Canada · 2025
Canada Income tax calculator
Estimate the income tax a Canadian resident owes for 2025 on employment or other ordinary income. Canada charges two layers of tax on the same income: a federal amount set by Ottawa and a provincial amount set by your province. This calculator adds the two together for Ontario, British Columbia or Alberta. It shows tax alone, before Canada Pension Plan contributions and Employment Insurance premiums, which belong to the salary calculator instead.
| Federal taxafter the basic personal amount credit | $6,518.80 |
| Ontario taxafter the provincial basic personal amount credit | $2,677.95 |
| Average rate | 15.3% |
| Income after tax | $50,803.25 |
How it works
- Your income is sliced through the five federal brackets: 14.5% to $57,375, then 20.5%, 26%, 29% and finally 33% past $253,414. The 14.5% figure is a blend, because the bottom rate dropped from 15% to 14% halfway through 2025.
- A federal basic personal amount of up to $16,129 is converted into a credit at 14.5% and knocked off the bill. Above $177,882 of income the amount shrinks gradually, settling at $14,538 by $253,414.
- The same income then runs through your provincial brackets. Ontario spans 5.05% to 13.16%, British Columbia 5.06% to 20.5% and Alberta 8% to 15%, and each province grants its own basic personal amount credit.

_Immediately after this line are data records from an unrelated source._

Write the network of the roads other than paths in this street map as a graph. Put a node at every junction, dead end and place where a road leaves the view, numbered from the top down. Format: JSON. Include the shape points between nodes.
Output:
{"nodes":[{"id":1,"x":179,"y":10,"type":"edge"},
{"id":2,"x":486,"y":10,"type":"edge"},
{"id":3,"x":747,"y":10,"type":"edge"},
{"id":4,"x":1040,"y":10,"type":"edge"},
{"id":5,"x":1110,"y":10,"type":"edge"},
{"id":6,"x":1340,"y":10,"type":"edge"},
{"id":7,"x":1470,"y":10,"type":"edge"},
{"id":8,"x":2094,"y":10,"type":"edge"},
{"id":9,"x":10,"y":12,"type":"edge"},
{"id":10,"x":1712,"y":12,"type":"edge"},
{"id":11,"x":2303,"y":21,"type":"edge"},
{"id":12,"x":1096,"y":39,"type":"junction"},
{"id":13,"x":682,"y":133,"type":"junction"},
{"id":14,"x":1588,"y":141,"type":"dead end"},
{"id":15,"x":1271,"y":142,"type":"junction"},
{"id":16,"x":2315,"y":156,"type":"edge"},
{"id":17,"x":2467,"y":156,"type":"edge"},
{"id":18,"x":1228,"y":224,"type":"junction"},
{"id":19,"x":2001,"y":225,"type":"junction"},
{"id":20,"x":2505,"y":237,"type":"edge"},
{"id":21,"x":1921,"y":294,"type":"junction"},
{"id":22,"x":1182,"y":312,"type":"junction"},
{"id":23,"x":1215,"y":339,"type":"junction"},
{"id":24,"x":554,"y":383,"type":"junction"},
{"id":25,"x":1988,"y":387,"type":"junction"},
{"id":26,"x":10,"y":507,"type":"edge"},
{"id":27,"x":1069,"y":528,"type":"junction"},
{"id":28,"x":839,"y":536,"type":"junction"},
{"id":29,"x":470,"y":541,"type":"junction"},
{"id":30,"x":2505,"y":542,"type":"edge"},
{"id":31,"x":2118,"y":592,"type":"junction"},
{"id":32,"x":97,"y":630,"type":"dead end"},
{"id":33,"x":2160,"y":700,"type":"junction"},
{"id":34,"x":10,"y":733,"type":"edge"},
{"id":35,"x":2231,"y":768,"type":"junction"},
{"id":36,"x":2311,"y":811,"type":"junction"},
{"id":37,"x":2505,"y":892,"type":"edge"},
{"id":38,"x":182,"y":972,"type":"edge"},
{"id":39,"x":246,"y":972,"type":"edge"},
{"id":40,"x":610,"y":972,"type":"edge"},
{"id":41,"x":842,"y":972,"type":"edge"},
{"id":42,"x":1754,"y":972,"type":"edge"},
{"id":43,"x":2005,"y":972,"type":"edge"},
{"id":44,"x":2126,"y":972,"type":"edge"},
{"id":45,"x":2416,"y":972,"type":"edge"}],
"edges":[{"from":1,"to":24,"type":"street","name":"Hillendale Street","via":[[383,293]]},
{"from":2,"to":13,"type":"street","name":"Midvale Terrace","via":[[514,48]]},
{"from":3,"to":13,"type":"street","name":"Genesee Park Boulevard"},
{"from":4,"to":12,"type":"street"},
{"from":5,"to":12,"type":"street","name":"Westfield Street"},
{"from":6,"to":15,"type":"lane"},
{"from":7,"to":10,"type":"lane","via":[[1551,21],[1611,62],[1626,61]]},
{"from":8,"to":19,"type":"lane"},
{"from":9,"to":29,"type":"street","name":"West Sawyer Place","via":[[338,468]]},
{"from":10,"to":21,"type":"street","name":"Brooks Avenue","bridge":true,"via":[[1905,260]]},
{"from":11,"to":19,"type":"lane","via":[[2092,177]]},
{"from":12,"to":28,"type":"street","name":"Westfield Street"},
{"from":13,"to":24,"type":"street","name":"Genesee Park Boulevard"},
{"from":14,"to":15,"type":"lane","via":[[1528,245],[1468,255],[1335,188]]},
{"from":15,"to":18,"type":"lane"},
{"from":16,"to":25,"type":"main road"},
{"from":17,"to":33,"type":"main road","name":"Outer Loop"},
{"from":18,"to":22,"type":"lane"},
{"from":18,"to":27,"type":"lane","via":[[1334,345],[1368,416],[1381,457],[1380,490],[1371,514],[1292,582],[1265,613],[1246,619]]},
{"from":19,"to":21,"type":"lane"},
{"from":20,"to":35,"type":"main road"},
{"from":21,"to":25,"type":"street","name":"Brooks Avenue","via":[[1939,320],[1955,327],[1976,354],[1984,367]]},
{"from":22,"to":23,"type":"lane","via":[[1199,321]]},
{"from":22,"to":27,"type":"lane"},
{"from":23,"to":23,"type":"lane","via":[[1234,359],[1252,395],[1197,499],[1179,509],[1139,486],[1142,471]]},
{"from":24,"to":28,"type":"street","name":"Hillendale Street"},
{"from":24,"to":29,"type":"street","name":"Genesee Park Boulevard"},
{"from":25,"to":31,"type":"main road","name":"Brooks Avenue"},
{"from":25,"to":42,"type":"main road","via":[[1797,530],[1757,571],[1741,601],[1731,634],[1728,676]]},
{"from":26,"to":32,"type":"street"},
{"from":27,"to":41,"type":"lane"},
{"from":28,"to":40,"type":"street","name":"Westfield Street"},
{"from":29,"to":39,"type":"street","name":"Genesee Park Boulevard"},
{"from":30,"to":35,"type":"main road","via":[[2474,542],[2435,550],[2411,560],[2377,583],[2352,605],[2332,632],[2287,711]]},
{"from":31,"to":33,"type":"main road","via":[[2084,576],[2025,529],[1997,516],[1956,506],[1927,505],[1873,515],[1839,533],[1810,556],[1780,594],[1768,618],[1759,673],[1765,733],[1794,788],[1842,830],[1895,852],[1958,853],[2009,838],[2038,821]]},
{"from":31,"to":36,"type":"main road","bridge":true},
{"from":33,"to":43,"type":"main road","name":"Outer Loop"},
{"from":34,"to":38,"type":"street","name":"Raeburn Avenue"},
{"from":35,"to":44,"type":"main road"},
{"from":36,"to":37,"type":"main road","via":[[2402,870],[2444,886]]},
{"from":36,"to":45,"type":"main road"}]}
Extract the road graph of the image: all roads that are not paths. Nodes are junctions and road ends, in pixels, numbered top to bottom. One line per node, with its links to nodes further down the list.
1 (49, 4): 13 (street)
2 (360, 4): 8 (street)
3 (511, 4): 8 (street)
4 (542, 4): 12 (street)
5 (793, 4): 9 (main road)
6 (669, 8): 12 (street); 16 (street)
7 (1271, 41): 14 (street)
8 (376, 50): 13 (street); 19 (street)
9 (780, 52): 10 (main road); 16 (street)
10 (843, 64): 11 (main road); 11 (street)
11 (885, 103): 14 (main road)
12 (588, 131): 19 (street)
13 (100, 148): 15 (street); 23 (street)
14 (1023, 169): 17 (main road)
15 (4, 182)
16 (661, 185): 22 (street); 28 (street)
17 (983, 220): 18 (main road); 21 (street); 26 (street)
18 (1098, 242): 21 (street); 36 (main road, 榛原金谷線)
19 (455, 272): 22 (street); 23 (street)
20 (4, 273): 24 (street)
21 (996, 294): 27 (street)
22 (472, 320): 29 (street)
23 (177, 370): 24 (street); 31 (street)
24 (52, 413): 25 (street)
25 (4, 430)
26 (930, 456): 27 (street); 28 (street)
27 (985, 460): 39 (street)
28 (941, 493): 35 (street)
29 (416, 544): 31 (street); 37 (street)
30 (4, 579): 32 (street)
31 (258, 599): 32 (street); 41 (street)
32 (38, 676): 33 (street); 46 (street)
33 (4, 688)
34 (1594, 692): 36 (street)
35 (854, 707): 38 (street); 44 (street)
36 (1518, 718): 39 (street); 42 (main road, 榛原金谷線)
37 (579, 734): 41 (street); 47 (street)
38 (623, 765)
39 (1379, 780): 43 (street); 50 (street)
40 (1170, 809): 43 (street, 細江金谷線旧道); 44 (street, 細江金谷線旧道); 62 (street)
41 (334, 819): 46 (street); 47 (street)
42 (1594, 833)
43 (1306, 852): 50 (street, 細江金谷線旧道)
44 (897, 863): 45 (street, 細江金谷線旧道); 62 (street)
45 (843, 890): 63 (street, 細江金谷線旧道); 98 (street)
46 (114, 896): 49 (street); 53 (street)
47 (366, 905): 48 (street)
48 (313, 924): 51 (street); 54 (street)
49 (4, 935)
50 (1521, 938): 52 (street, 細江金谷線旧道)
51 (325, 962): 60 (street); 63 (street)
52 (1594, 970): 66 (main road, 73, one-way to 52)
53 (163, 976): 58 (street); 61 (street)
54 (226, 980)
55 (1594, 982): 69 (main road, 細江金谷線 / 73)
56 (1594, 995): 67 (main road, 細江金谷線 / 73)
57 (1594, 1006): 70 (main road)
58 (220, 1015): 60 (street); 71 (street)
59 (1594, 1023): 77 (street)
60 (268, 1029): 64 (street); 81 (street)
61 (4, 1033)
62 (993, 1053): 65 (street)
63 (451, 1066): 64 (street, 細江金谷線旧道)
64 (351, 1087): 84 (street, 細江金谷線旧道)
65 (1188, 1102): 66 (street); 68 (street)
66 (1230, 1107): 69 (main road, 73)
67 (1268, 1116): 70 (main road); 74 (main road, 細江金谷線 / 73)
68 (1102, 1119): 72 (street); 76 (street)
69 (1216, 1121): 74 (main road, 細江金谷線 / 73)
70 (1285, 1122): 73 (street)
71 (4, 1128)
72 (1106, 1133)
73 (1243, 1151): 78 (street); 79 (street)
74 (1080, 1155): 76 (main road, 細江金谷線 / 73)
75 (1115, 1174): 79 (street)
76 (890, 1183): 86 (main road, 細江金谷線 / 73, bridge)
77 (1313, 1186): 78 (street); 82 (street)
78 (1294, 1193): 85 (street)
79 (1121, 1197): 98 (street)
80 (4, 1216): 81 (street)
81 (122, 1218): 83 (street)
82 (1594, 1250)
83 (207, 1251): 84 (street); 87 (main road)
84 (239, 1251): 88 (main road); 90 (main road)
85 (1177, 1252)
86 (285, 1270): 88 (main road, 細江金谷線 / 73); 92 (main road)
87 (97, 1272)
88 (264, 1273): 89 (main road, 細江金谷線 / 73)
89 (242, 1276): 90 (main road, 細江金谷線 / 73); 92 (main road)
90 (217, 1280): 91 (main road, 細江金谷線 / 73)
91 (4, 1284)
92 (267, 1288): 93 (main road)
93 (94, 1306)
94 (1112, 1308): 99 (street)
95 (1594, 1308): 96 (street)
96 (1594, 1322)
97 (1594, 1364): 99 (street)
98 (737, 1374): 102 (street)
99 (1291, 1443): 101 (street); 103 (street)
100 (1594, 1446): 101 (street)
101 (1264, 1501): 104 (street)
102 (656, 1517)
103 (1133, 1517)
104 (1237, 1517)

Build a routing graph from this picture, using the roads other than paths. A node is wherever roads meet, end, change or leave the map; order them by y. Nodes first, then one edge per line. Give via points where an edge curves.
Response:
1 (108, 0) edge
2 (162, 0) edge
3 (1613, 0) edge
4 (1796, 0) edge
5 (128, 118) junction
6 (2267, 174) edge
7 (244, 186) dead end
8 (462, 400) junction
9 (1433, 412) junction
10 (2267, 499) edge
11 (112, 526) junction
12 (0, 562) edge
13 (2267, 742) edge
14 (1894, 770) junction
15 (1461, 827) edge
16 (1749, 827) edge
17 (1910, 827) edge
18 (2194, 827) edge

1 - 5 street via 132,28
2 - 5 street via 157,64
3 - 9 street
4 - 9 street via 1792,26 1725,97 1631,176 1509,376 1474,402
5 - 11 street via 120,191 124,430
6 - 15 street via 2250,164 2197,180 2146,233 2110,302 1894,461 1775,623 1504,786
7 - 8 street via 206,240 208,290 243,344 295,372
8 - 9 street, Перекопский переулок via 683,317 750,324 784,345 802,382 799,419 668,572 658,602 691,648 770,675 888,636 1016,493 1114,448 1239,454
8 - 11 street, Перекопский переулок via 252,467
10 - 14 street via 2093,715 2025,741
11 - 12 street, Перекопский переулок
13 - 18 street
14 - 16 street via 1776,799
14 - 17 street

- Ontario alone adds a surtax: 20% of any basic Ontario tax beyond $5,710, plus another 36% of the part beyond $7,307.
- The federal and provincial results are added to give your total income tax for the year.
Tax = (federal bracket tax - federal BPA credit) + (provincial bracket tax - provincial BPA credit) + Ontario surtax
Both governments tax the same income through progressive brackets, so each extra dollar is taxed at the rate of the band it falls into rather than dragging the whole income up. Each layer is then reduced by a basic personal amount credit, valued at that layer's lowest bracket rate. In Ontario a surtax is computed on the provincial tax itself once it clears set thresholds, and the result is added back before the federal and provincial figures are summed.
- Federal brackets
- 14.5% to $57,375, 20.5% to $114,750, 26% to $177,882, 29% to $253,414, then 33%
- Federal BPA
- $16,129, tapering to $14,538 between $177,882 and $253,414; credited at 14.5%
- Provincial brackets
- Ontario 5.05% to 13.16%, British Columbia 5.06% to 20.5%, Alberta 8% to 15%
- Provincial BPA
- Ontario $12,747, British Columbia $12,932, Alberta $22,323; credited at the lowest provincial rate
- Ontario surtax
- 20% of basic Ontario tax over $5,710 plus 36% of the part over $7,307
Key 2025 thresholds
| Top of the 14.5% federal band | $57,375 | |
| Start of the 33% federal band | $253,414 | |
| Federal basic personal amount | $16,129 | tapers from $177,882 of income |
| Alberta basic personal amount | $22,323 | highest of the three provinces here |
| Ontario surtax entry point | $5,710 of basic Ontario tax | about $90,000 of income |
Worked example
$60,000 of taxable income in Ontario for 2025 attracts $8,857.50 of federal bracket tax, cut to $6,518.80 by the $2,338.71 basic personal amount credit. Ontario charges $3,321.67 across its first two bands, reduced to $2,677.95 by its own credit, and no surtax is due at this level. Total income tax: $9,196.75, an average rate of about 15.3%.
Key facts
- Every Canadian outside Quebec files one return, but the bill on it combines two separate taxes, federal and provincial.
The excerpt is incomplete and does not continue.